Keypoint text descriptions:

┄┄┄┄┄┄┄┄┄┄┄┄┄┄┄┄┄┄┄┄

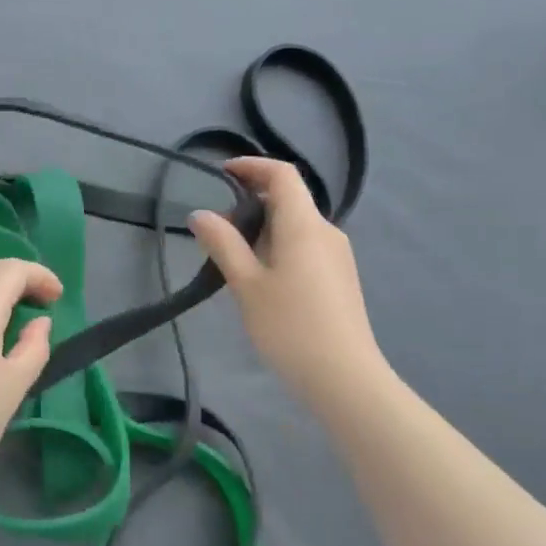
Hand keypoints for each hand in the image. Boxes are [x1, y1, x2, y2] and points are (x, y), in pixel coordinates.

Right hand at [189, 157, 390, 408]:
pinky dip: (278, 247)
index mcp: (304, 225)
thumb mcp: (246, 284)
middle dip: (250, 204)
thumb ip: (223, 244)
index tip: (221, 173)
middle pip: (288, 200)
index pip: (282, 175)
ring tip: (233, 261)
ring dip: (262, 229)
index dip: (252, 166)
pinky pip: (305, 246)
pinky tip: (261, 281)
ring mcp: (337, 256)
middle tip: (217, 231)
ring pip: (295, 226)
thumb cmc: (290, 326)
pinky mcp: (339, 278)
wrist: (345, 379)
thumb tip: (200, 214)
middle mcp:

┄┄┄┄┄┄┄┄┄┄┄┄┄┄┄┄┄┄┄┄

## ACTIVITY
Output each record exactly as it appears, but not the pictures.

## TASK RESPONSE
Hand keypoints for each hand in the image. Boxes are [x1, y1, x2, y2] and points are (x, y), in pixel coordinates.

Right hand at [189, 157, 390, 408]:
pinky dip: (278, 247)
index mcp: (304, 225)
thumb mcp: (246, 284)
middle dip: (250, 204)
thumb ip: (223, 244)
index tip: (221, 173)
middle pip: (288, 200)
index pip: (282, 175)
ring tip: (233, 261)
ring dip: (262, 229)
index dip: (252, 166)
pinky pip: (305, 246)
pinky tip: (261, 281)
ring mcp: (337, 256)
middle tip: (217, 231)
ring pip: (295, 226)
thumb cmc: (290, 326)
pinky mcp: (339, 278)
wrist: (345, 379)
thumb tip: (200, 214)
middle mcp:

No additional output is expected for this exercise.